Les places sont limitées. PME / PMI et ETI, nous vous attendons en grand nombre et avec plaisir.
Pour vous inscrire à l’événement.


En une phrase, pouvez-vous nous expliquer la mission principale de la Médiation des entreprises et de Pacte PME ?

Pierre Pelouzet : Le médiateur des entreprises est placé auprès du Ministre de l’Économie et des Finances. Notre équipe met à disposition un service gratuit visant à restaurer la confiance entre entreprises et entre entreprises et acheteurs publics lorsque leur relation est fragilisée.

Pierre Pelouzet – Médiateur national des Entreprises

François Perret : La vocation de Pacte PME, c’est d’aider les petites et moyennes entreprises à se développer en s’appuyant sur le levier de la coopération avec les grands groupes. Nous proposons à ces derniers et aux entreprises de moins de 250 salariés des outils pour mieux travailler ensemble : des plateformes collaboratives (pour co-innover, partager des compétences, co-exporter…), des dispositifs individualisés de renforcement et d’accélération des PME avec l’aide des grands groupes (avec une seconde édition qui démarre en octobre prochain), mais aussi une offre de Conseil pour aider les petites sociétés à mieux « séduire » les grands comptes, etc.

Confiance et coopération sont deux mots qui reviennent souvent : comment cela se traduit-il sur le terrain ? 

PP : La confiance est pour moi un des facteurs clé de la reprise économique. Tant que les chefs d’entreprises n’auront pas de visibilité à long terme, ils auront tendance à attendre et à retarder leurs investissements et les embauches. Il s’agit là d’un constat macroéconomique mais cet état d’esprit se traduit tous les jours dans les cas de litiges qui sont pris en charge par les médiateurs régionaux et nationaux. Le manque de confiance, de communication aboutissent à des situations parfois absurdes où il suffirait de se connaître davantage pour trouver une solution. La confiance réciproque entre partenaires permet un meilleur partage de l’information, une exploitation optimale des compétences, et donc de développer une vraie relation de coopération. En ce sens, ces deux termes sont intimement liés.

FP : Il ne faut pas se le cacher : l’histoire des relations entre les grands groupes et les PME en France a été tumultueuse. Les délais de paiement inter-entreprises, encore élevés aujourd’hui, sont là pour témoigner qu’en 2017 ce n’est toujours pas simple de « vivre ensemble » et de respecter l’autre, quelle que soit sa taille. Mais les lignes bougent, car les grands groupes ont pris conscience que le respect et la confiance réciproques revêtent non seulement une dimension éthique fondamentale, mais apparaissent aussi comme une condition de développement à l’ère de l’innovation ouverte et de la mondialisation. Le « petit » est souvent plus agile. Il est donc un allié plus naturel du plus grand dans la compétition internationale aujourd’hui.

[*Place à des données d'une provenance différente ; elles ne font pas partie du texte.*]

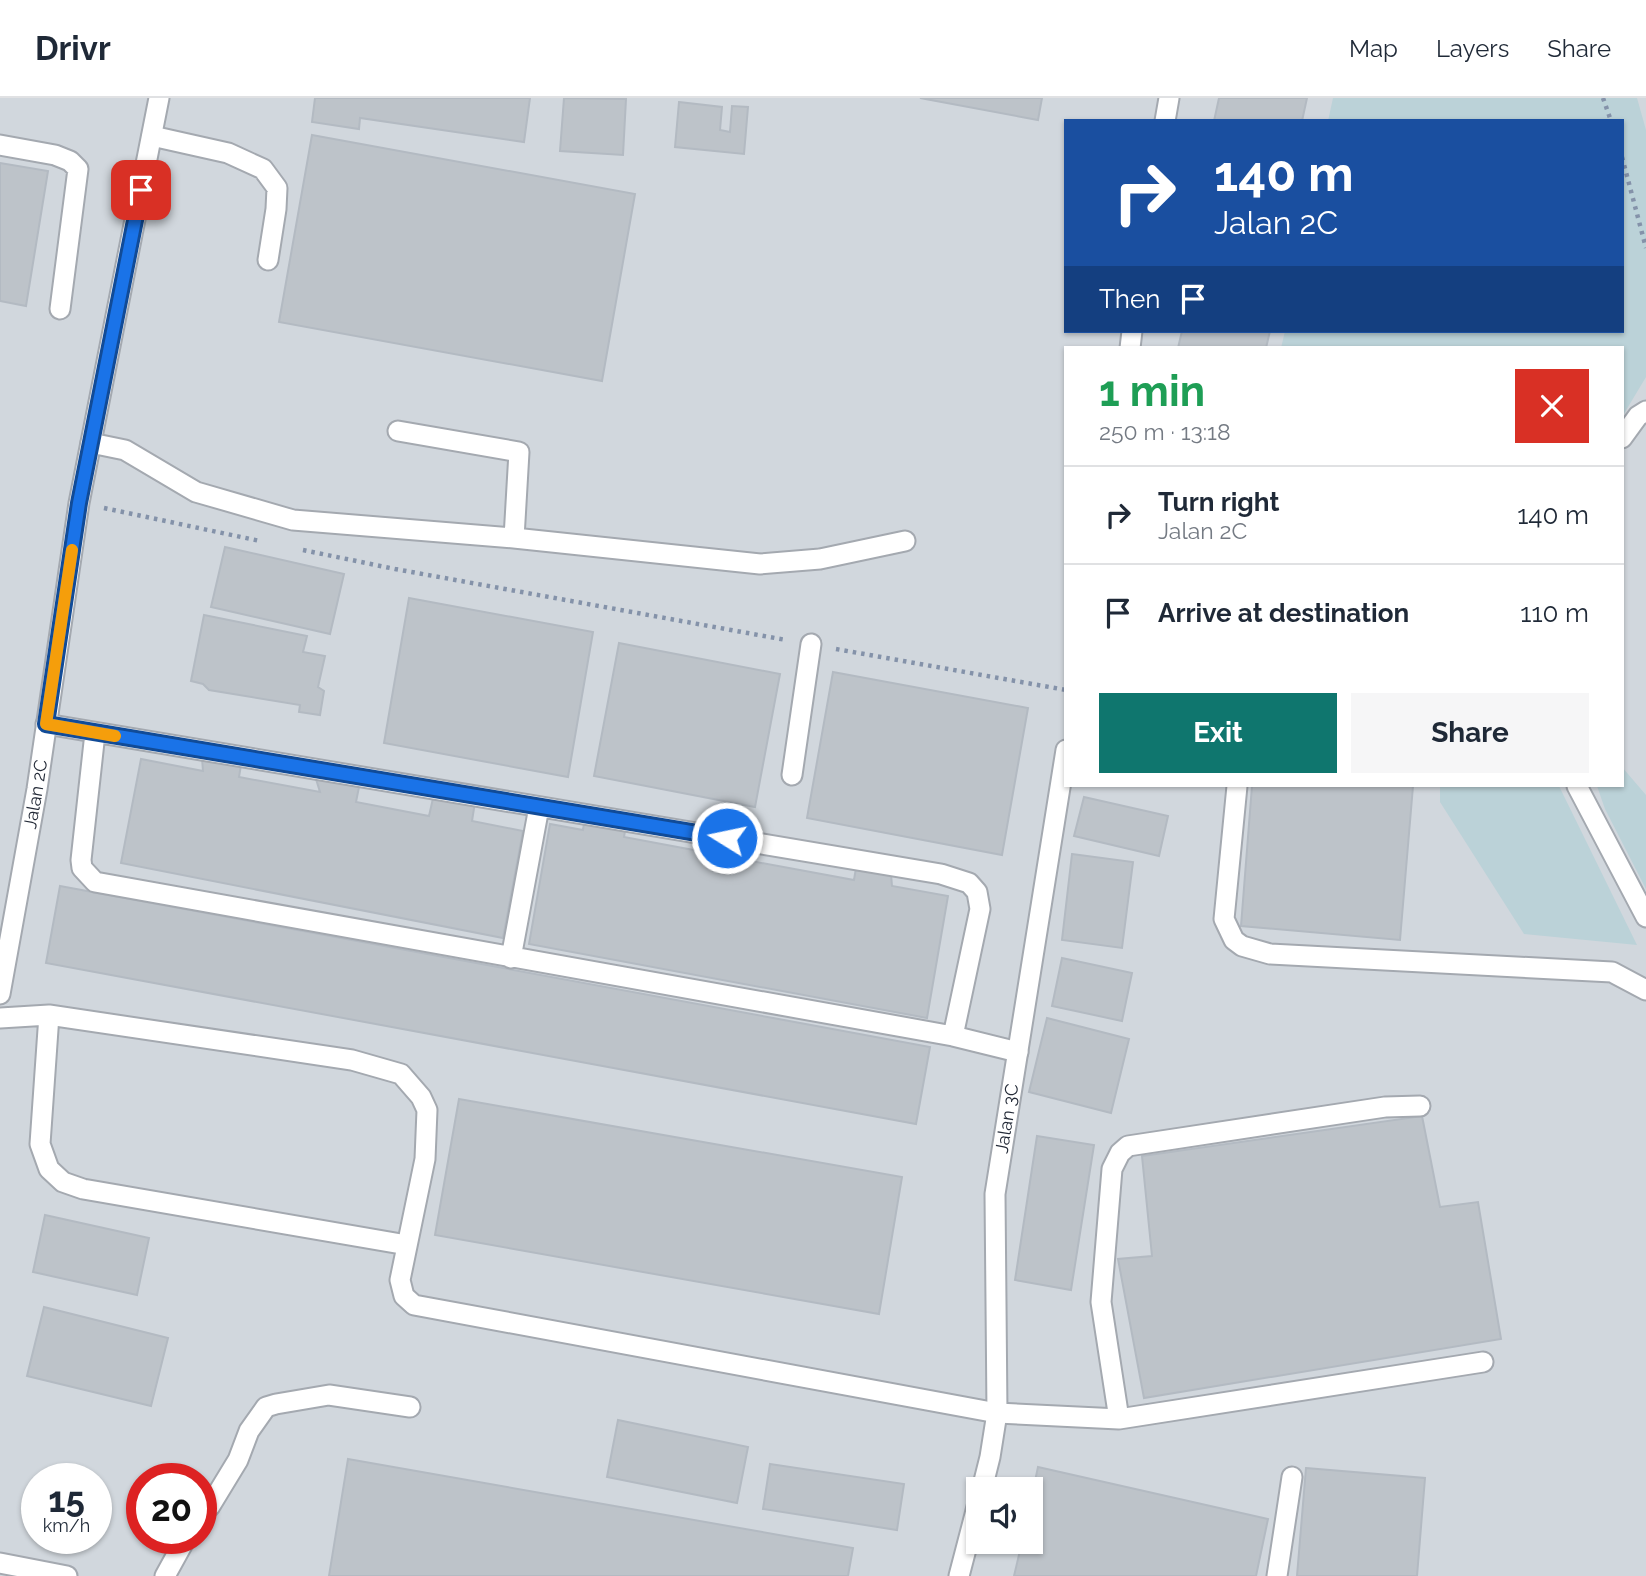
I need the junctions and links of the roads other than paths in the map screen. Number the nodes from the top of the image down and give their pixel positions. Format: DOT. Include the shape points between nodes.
graph roads {
  1 [pos="159,98"];
  2 [pos="1168,98"];
  3 [pos="1165,119"];
  4 [pos="152,136"];
  5 [pos="0,145"];
  6 [pos="268,260"];
  7 [pos="60,309"];
  8 [pos="1646,411"];
  9 [pos="397,431"];
  10 [pos="1624,435"];
  11 [pos="90,443"];
  12 [pos="514,538"];
  13 [pos="905,541"];
  14 [pos="811,644"];
  15 [pos="46,724"];
  16 [pos="95,733"];
  17 [pos="1064,763"];
  18 [pos="792,775"];
  19 [pos="1237,787"];
  20 [pos="1578,787"];
  21 [pos="539,807"];
  22 [pos="1646,917"];
  23 [pos="511,958"];
  24 [pos="1646,990"];
  25 [pos="0,994"];
  26 [pos="50,1015"];
  27 [pos="0,1018"];
  28 [pos="953,1036"];
  29 [pos="1018,1052"];
  30 [pos="1420,1105"];
  31 [pos="407,1245"];
  32 [pos="1483,1362"];
  33 [pos="410,1407"];
  34 [pos="997,1413"];
  35 [pos="1119,1419"];
  36 [pos="985,1477"];
  37 [pos="1292,1477"];
  38 [pos="217,1494"];
  39 [pos="966,1549"];
  40 [pos="177,1554"];
  41 [pos="0,1563"];
  42 [pos="67,1576"];
  43 [pos="165,1576"];
  44 [pos="959,1576"];
  45 [pos="1278,1576"];
  1 -- 4 [label="street, Jalan 2C"];
  2 -- 3 [label="street"];
  4 -- 6 [label="street" via="228,153 263,169 277,188"];
  4 -- 11 [label="street, Jalan 2C"];
  5 -- 7 [label="street" via="55,155 78,169"];
  8 -- 10 [label="street"];
  9 -- 12 [label="street" via="519,452"];
  11 -- 12 [label="street" via="125,450 197,492 293,520"];
  11 -- 15 [label="street, Jalan 2C"];
  12 -- 13 [label="street" via="760,564 820,559"];
  14 -- 18 [label="street"];
  15 -- 16 [label="street"];
  15 -- 25 [label="street, Jalan 2C"];
  16 -- 21 [label="street"];
  16 -- 23 [label="street" via="81,860 82,869 94,882"];
  17 -- 29 [label="street, Jalan 3C"];
  19 -- 24 [label="street" via="1224,919 1242,946 1270,954 1612,972"];
  20 -- 22 [label="street"];
  21 -- 23 [label="street"];
  21 -- 28 [label="street" via="941,874 969,883 977,892 980,909"];
  23 -- 28 [label="street"];
  26 -- 27 [label="street"];
  26 -- 31 [label="street" via="40,1144 49,1169 64,1182"];
  26 -- 31 [label="street" via="352,1060 401,1074 427,1110 425,1159"];
  28 -- 29 [label="street"];
  29 -- 34 [label="street, Jalan 3C" via="995,1194"];
  30 -- 35 [label="street" via="1128,1146 1120,1153 1112,1169 1101,1302"];
  31 -- 34 [label="street" via="400,1280 404,1296 414,1305"];
  32 -- 35 [label="street"];
  33 -- 38 [label="street" via="329,1395 266,1407"];
  34 -- 35 [label="street"];
  34 -- 36 [label="street, Jalan 3C"];
  37 -- 45 [label="street"];
  39 -- 44 [label="street"];
  40 -- 43 [label="street"];
  41 -- 42 [label="street"];
}
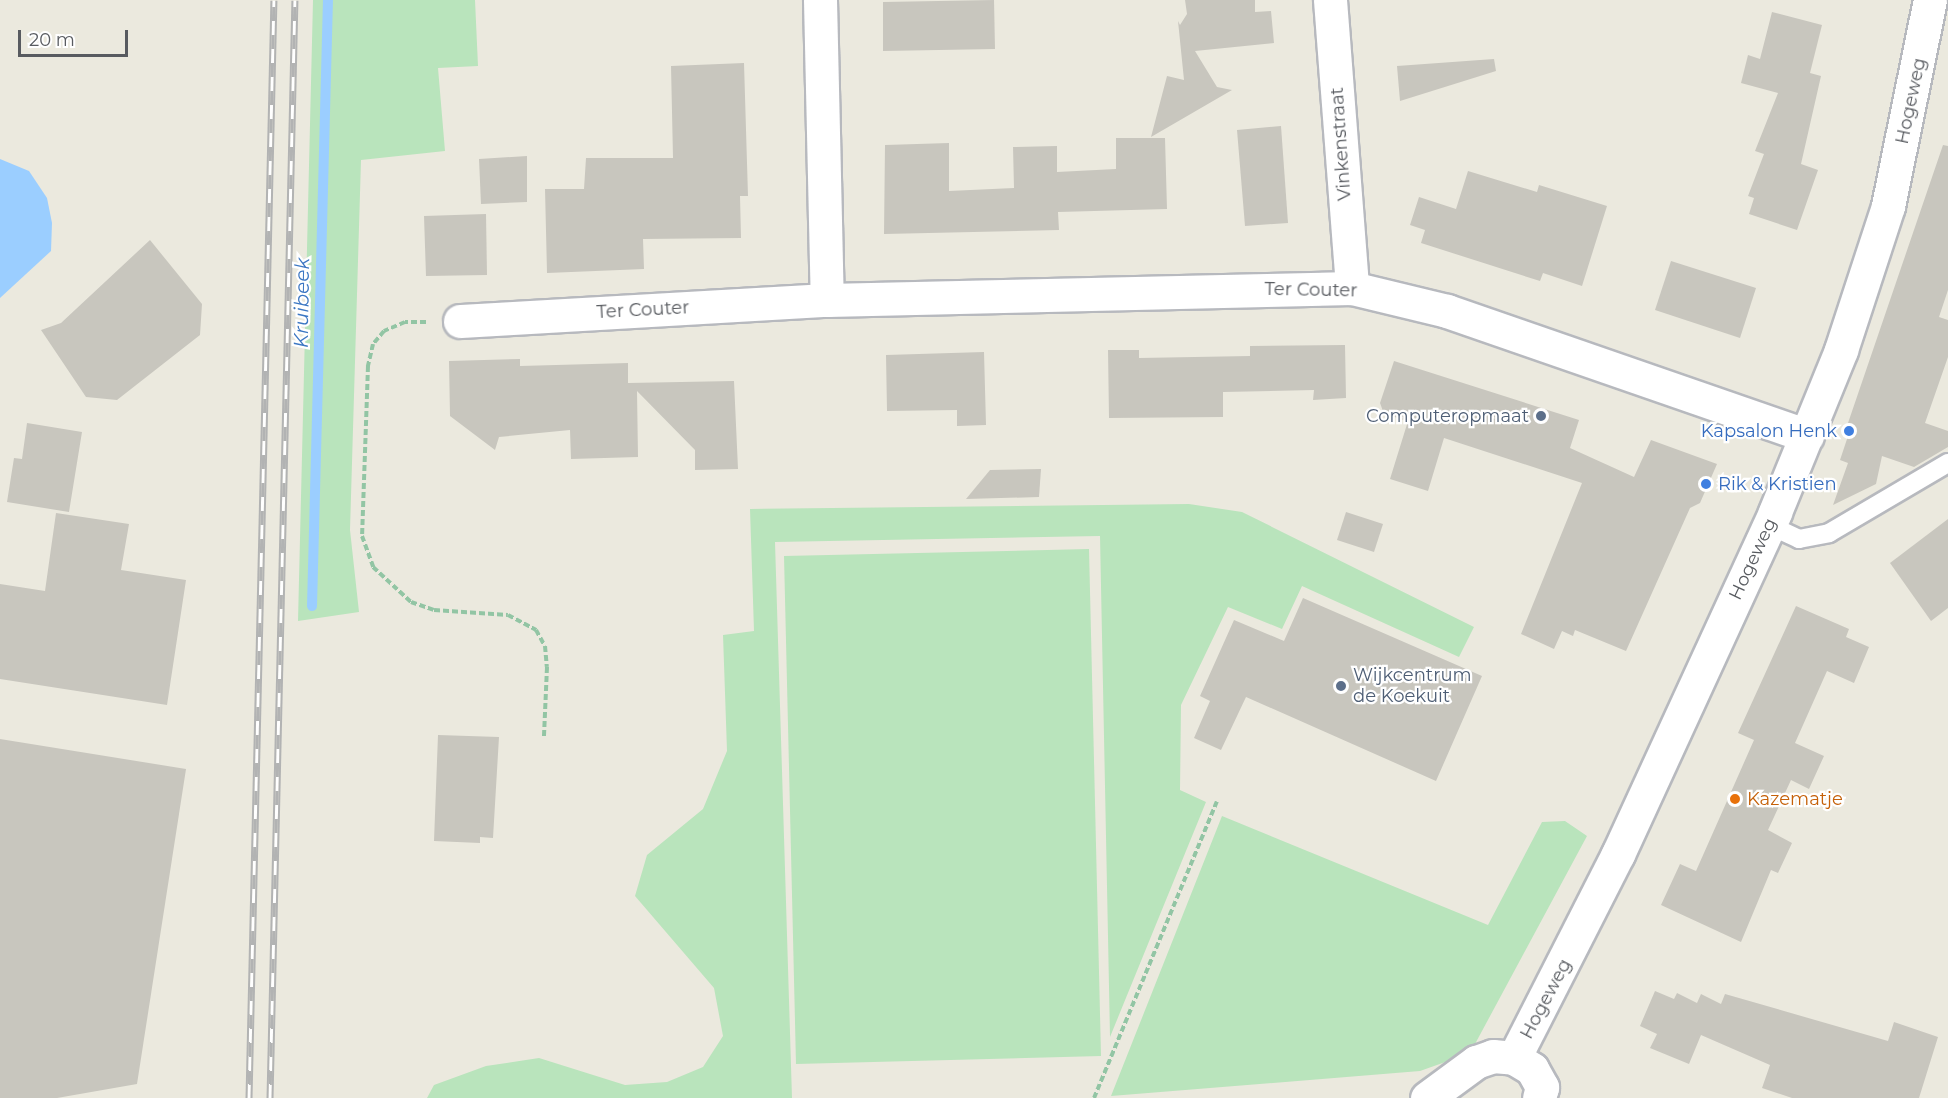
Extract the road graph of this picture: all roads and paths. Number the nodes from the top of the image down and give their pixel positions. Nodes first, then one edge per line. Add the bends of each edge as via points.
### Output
1 (820, 0) edge
2 (1330, 0) edge
3 (1930, 0) edge
4 (1352, 288) junction
5 (827, 300) junction
6 (460, 321) joint
7 (1807, 436) junction
8 (1948, 463) edge
9 (1768, 525) junction
10 (544, 737) dead end
11 (1217, 801) dead end
12 (1514, 1058) junction
13 (1094, 1098) edge
14 (1427, 1098) edge
15 (1539, 1098) edge

1 - 5 street
2 - 4 street, Vinkenstraat
3 - 7 street, Hogeweg via 1888,206
4 - 5 street, Ter Couter
4 - 7 street, Ter Couter via 1447,311
5 - 6 street, Ter Couter
6 - 10 path via 405,322 384,330 374,344 368,366 362,536 374,567 411,602 434,610 508,615 536,630 544,646 547,667
7 - 9 street, Hogeweg
8 - 9 lane via 1829,533 1799,539
9 - 12 street, Hogeweg via 1592,910
11 - 13 path
12 - 14 street via 1493,1056 1476,1062
12 - 15 street via 1532,1069 1542,1087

François Perret, Directeur Général de PACTE PME

Selon certaines études, le mandat du Président de la République, Emmanuel Macron donne de l’embellie à l’économie française. Ressentez-vous cet optimisme chez les entrepreneurs et dirigeants d’entreprises ?

PP : J’étais présent à l’Université d’été du MEDEF fin août et j’ai pu y rencontrer beaucoup de chefs d’entreprises. Il ne me revient pas de commenter l’impact positif ou négatif de l’arrivée d’Emmanuel Macron au pouvoir mais j’ai pu constater comme la plupart des observateurs, que depuis quelques mois, les indicateurs économiques montrent que la situation s’améliore et c’est aussi un élan positif que j’ai ressenti en échangeant avec les entrepreneurs. Ce mouvement de fond devrait à court terme permettre de retrouver une certaine confiance.

FP : Les entrepreneurs français peuvent compter depuis plusieurs mois sur une véritable embellie conjoncturelle. C’est un fait. La croissance mondiale s’est affermie. Le climat des affaires a retrouvé des niveaux d’avant crise, y compris dans l’industrie. Le nombre de défaillances a enfin reculé en 2016 pour descendre significativement en dessous de 60 000 par an. Même les prévisions d’investissement sont nettement plus élevées cette année.

Mais ces premiers signaux ne doivent pas aveugler : dans mon ouvrage « Pour en finir avec la stagnation économique française » (L’Harmattan, février 2017) et dans mes dernières chroniques chez Forbes (cf. notamment, « La croissance est un plat qui se mange froid », 8 juillet 2017), je rappelle la nécessité d’accélérer la transformation de nos entreprises pour pleinement bénéficier de cette conjoncture plus favorable. Actuellement, trop peu de PME sont armées pour relever les défis de la révolution technologique et de la mondialisation : moins de 2 000 d’entre elles déposent au moins un brevet chaque année ; seules 125 000 entreprises parviennent à exporter tandis qu’une PME sur cinq seulement dispose d’une véritable stratégique numérique…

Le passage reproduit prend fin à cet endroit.